*** Opening of LISTED ENTRIES ***

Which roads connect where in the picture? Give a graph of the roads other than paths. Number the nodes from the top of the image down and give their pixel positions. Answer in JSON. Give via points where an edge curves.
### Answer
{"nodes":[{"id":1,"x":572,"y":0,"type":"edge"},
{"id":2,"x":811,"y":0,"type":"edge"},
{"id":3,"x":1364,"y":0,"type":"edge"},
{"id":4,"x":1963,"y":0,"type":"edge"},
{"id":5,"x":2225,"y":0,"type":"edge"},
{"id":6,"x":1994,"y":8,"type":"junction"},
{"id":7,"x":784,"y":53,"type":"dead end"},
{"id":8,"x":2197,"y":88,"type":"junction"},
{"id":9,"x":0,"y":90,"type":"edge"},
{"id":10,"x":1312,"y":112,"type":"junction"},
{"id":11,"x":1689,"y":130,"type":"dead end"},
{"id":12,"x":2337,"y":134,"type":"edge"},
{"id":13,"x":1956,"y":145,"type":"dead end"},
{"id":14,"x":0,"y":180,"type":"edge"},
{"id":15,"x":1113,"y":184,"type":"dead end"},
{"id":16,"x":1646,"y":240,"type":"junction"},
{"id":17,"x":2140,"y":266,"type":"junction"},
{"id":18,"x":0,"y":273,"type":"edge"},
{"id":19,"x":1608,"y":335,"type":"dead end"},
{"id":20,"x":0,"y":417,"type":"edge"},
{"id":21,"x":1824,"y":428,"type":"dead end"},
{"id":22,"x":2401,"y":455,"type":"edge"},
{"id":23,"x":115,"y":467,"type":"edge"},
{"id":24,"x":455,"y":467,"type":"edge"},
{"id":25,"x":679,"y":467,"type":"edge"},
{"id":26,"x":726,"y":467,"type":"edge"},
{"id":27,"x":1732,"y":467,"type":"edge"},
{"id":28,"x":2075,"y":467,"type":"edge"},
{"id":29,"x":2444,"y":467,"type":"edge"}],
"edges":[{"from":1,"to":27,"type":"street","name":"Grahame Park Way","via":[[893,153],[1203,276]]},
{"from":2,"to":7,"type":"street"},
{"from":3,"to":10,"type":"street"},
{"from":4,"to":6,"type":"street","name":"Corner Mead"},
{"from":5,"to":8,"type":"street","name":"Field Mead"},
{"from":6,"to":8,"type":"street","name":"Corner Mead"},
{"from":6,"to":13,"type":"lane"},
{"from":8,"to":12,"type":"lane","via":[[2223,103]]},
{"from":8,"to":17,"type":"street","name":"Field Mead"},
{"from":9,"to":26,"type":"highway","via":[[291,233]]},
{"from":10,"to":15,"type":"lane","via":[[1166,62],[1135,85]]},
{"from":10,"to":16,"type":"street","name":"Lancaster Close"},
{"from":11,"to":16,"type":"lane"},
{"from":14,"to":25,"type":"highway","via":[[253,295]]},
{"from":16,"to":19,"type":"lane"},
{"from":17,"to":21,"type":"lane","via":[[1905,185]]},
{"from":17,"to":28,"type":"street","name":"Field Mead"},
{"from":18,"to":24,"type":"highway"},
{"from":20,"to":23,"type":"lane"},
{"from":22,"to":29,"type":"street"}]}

*** Close of LISTED ENTRIES ***

- [PROBLEM DETAILS]: An exact copy of the listing above is needed, so write it out again.

- [ANSWER SECTION]:
Which roads connect where in the picture? Give a graph of the roads other than paths. Number the nodes from the top of the image down and give their pixel positions. Answer in JSON. Give via points where an edge curves.
### Answer
{"nodes":[{"id":1,"x":572,"y":0,"type":"edge"},
{"id":2,"x":811,"y":0,"type":"edge"},
{"id":3,"x":1364,"y":0,"type":"edge"},
{"id":4,"x":1963,"y":0,"type":"edge"},
{"id":5,"x":2225,"y":0,"type":"edge"},
{"id":6,"x":1994,"y":8,"type":"junction"},
{"id":7,"x":784,"y":53,"type":"dead end"},
{"id":8,"x":2197,"y":88,"type":"junction"},
{"id":9,"x":0,"y":90,"type":"edge"},
{"id":10,"x":1312,"y":112,"type":"junction"},
{"id":11,"x":1689,"y":130,"type":"dead end"},
{"id":12,"x":2337,"y":134,"type":"edge"},
{"id":13,"x":1956,"y":145,"type":"dead end"},
{"id":14,"x":0,"y":180,"type":"edge"},
{"id":15,"x":1113,"y":184,"type":"dead end"},
{"id":16,"x":1646,"y":240,"type":"junction"},
{"id":17,"x":2140,"y":266,"type":"junction"},
{"id":18,"x":0,"y":273,"type":"edge"},
{"id":19,"x":1608,"y":335,"type":"dead end"},
{"id":20,"x":0,"y":417,"type":"edge"},
{"id":21,"x":1824,"y":428,"type":"dead end"},
{"id":22,"x":2401,"y":455,"type":"edge"},
{"id":23,"x":115,"y":467,"type":"edge"},
{"id":24,"x":455,"y":467,"type":"edge"},
{"id":25,"x":679,"y":467,"type":"edge"},
{"id":26,"x":726,"y":467,"type":"edge"},
{"id":27,"x":1732,"y":467,"type":"edge"},
{"id":28,"x":2075,"y":467,"type":"edge"},
{"id":29,"x":2444,"y":467,"type":"edge"}],
"edges":[{"from":1,"to":27,"type":"street","name":"Grahame Park Way","via":[[893,153],[1203,276]]},
{"from":2,"to":7,"type":"street"},
{"from":3,"to":10,"type":"street"},
{"from":4,"to":6,"type":"street","name":"Corner Mead"},
{"from":5,"to":8,"type":"street","name":"Field Mead"},
{"from":6,"to":8,"type":"street","name":"Corner Mead"},
{"from":6,"to":13,"type":"lane"},
{"from":8,"to":12,"type":"lane","via":[[2223,103]]},
{"from":8,"to":17,"type":"street","name":"Field Mead"},
{"from":9,"to":26,"type":"highway","via":[[291,233]]},
{"from":10,"to":15,"type":"lane","via":[[1166,62],[1135,85]]},
{"from":10,"to":16,"type":"street","name":"Lancaster Close"},
{"from":11,"to":16,"type":"lane"},
{"from":14,"to":25,"type":"highway","via":[[253,295]]},
{"from":16,"to":19,"type":"lane"},
{"from":17,"to":21,"type":"lane","via":[[1905,185]]},
{"from":17,"to":28,"type":"street","name":"Field Mead"},
{"from":18,"to":24,"type":"highway"},
{"from":20,"to":23,"type":"lane"},
{"from":22,"to":29,"type":"street"}]}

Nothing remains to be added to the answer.